Work to complete
Please return every line of the records below that holds the word "משעול".

Records shown

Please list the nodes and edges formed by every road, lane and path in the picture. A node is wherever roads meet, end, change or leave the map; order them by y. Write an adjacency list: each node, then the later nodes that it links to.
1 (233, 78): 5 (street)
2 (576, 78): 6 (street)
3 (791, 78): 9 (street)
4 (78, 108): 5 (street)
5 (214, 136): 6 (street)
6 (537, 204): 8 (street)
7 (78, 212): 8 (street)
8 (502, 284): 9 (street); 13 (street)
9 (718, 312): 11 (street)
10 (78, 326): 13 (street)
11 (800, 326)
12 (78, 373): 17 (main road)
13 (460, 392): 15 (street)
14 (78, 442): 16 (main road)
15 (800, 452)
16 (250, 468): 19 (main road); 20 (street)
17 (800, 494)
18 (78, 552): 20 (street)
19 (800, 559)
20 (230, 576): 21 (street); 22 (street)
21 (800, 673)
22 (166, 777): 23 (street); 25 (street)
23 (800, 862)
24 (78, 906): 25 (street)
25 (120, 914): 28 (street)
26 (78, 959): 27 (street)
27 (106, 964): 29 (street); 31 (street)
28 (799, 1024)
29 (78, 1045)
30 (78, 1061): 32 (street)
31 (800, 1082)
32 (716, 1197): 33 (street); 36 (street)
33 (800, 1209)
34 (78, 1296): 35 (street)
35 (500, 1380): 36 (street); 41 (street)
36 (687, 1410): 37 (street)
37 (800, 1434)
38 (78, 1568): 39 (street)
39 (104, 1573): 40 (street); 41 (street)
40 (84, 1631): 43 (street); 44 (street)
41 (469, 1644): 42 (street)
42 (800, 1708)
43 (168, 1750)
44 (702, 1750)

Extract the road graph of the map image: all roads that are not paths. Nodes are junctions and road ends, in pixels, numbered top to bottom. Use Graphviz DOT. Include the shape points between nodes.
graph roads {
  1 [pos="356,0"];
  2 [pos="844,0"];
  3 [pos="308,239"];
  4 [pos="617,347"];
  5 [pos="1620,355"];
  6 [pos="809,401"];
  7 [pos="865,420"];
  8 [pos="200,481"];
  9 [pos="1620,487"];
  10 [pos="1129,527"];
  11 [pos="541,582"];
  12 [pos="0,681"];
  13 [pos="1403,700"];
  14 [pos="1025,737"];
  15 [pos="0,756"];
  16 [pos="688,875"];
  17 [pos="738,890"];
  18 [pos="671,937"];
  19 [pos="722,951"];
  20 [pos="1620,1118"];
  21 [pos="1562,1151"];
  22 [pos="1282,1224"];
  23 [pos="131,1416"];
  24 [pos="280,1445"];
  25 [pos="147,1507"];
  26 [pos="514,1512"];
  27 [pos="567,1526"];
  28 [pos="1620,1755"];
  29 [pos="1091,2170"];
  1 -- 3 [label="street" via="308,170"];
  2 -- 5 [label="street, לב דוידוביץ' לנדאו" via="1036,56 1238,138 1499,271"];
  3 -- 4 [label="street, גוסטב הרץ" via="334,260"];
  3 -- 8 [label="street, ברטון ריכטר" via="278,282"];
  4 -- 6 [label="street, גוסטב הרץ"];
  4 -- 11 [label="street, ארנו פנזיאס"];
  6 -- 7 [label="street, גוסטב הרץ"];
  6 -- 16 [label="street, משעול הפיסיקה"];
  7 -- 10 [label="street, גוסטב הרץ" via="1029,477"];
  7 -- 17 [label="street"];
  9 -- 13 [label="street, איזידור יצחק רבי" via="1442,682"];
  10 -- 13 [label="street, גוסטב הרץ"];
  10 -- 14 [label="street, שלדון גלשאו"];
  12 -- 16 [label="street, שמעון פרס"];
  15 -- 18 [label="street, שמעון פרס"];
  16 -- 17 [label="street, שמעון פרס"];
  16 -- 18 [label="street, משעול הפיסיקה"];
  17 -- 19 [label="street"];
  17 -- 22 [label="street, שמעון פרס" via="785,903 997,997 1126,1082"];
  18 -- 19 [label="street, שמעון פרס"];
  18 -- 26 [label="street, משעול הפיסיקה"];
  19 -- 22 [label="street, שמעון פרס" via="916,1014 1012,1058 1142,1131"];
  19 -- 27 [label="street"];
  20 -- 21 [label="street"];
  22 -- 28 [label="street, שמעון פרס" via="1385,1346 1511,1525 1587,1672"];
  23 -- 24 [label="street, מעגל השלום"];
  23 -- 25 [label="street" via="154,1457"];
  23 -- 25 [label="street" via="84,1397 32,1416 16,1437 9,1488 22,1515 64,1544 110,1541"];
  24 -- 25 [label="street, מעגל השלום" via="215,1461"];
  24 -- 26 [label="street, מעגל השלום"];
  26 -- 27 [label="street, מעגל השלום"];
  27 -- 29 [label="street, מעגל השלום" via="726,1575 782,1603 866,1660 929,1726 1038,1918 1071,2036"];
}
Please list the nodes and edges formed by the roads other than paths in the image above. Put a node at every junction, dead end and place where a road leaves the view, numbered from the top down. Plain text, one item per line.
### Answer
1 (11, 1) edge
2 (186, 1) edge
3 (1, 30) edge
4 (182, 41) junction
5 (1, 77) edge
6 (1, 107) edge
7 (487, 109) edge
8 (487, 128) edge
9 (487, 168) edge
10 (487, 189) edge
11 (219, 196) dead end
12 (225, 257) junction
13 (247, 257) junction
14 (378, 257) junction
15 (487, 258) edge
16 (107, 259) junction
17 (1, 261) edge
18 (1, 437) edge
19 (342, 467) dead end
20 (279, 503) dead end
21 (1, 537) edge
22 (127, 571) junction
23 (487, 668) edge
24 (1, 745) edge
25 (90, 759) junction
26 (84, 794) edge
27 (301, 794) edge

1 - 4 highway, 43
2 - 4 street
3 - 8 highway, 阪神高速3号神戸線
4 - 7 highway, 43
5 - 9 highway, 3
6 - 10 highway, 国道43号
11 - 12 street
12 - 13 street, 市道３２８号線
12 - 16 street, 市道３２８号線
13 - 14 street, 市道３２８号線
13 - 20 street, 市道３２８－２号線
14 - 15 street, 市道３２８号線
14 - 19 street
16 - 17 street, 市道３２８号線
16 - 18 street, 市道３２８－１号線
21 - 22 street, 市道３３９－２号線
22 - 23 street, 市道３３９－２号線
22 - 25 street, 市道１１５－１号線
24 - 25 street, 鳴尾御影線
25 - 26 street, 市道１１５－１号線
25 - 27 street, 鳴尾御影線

Answer to this exercise
  6 -- 16 [label="street, משעול הפיסיקה"];
  16 -- 18 [label="street, משעול הפיסיקה"];
  18 -- 26 [label="street, משעול הפיסיקה"];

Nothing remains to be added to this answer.